Yaptığımız alıntılardan anlaşılacağı üzere, İmam-ı Gazâlî’ye karşı “aklı ilâhlaştıran” İbn-i Rüşd’ü önümüze süren Haçlılar şunu demek istiyorlar: “Akıllı olun, akıllı!.. Bizim bunca silâhımız var... Gelişmiş teknolojimiz var... Sizin neyiniz var? Nerde gelişmiş silâhlarınız? Nerde teknolojiniz? Bizi neyle yeneceksiniz? Aklınızı kullanın! Bizim istediğimiz şekilde dininizi yaşarsanız, hayatınızı garantiye alırız! Akıllı olun, akıllı!.. Neyinize güveniyorsunuz?..”

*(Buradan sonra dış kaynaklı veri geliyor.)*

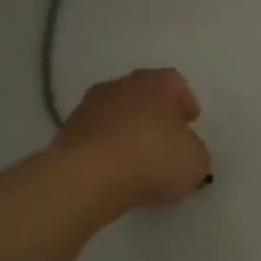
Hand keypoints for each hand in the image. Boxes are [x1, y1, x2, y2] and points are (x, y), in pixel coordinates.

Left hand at [58, 68, 210, 209]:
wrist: (88, 178)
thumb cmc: (153, 158)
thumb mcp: (196, 160)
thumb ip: (194, 150)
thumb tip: (184, 152)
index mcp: (155, 83)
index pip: (175, 82)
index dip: (185, 102)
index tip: (191, 122)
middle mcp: (119, 87)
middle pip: (142, 94)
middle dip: (154, 114)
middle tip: (166, 139)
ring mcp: (87, 109)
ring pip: (115, 115)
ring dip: (127, 131)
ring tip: (138, 160)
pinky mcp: (65, 135)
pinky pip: (95, 138)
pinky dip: (106, 150)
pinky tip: (114, 173)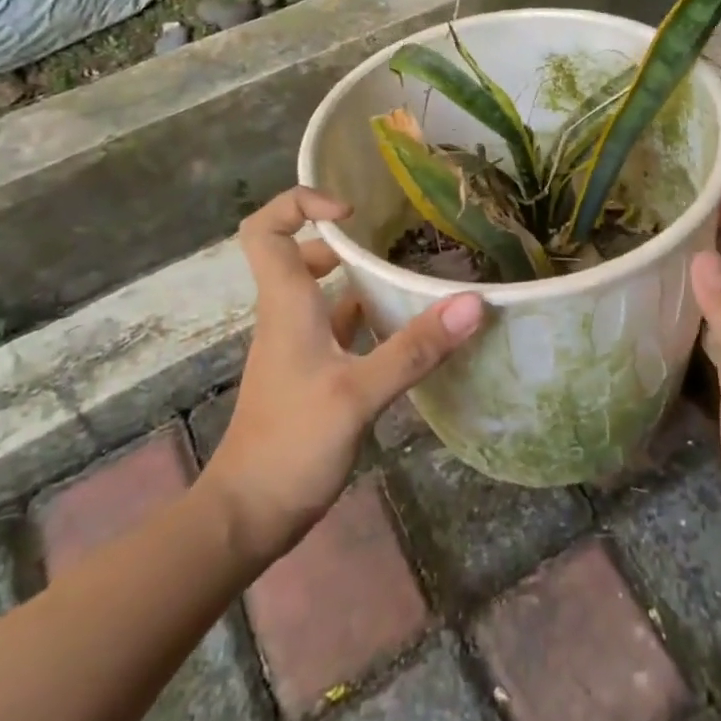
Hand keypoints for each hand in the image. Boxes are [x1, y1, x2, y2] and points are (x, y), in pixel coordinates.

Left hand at [203, 187, 485, 564]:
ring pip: (324, 293)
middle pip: (299, 253)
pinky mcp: (312, 373)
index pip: (266, 229)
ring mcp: (298, 346)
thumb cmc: (292, 444)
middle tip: (392, 242)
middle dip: (343, 241)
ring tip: (411, 279)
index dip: (300, 204)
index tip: (351, 213)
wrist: (248, 516)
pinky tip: (405, 332)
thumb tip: (472, 303)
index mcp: (286, 303)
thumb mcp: (359, 394)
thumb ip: (415, 348)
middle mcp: (288, 315)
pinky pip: (339, 328)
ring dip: (361, 281)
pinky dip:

Müslümanlar olarak haykırmamızın zamanıdır:

"Allahımıza güveniyoruz!.. Allahımıza!..”





Dipnotlar:

*Beni, İslâm düşüncesi ve felsefe üzerine yeterince bilgi sahibi olmama rağmen bu konuda yazı yazmaya iten sebeb (daha doğrusu, tahrik eden): Hürriyet Gazetesi’nde yazan Hadi Uluengin adlı soytarının, “.. Gazali yobazlığının karanlığına karşı İbn-i Rüşd aydınlığını tercih ederim...” meâlindeki cümleleridir. (11 Eylül 2002 ve daha önceki yazıları.) Umutediyorum ki, bu yazı da, İslâm düşüncesi ve felsefe konularında ihtisas sahibi gönüldaşları “tahrik” eder de bu konudaki kapsamlı yazılarını okuruz!..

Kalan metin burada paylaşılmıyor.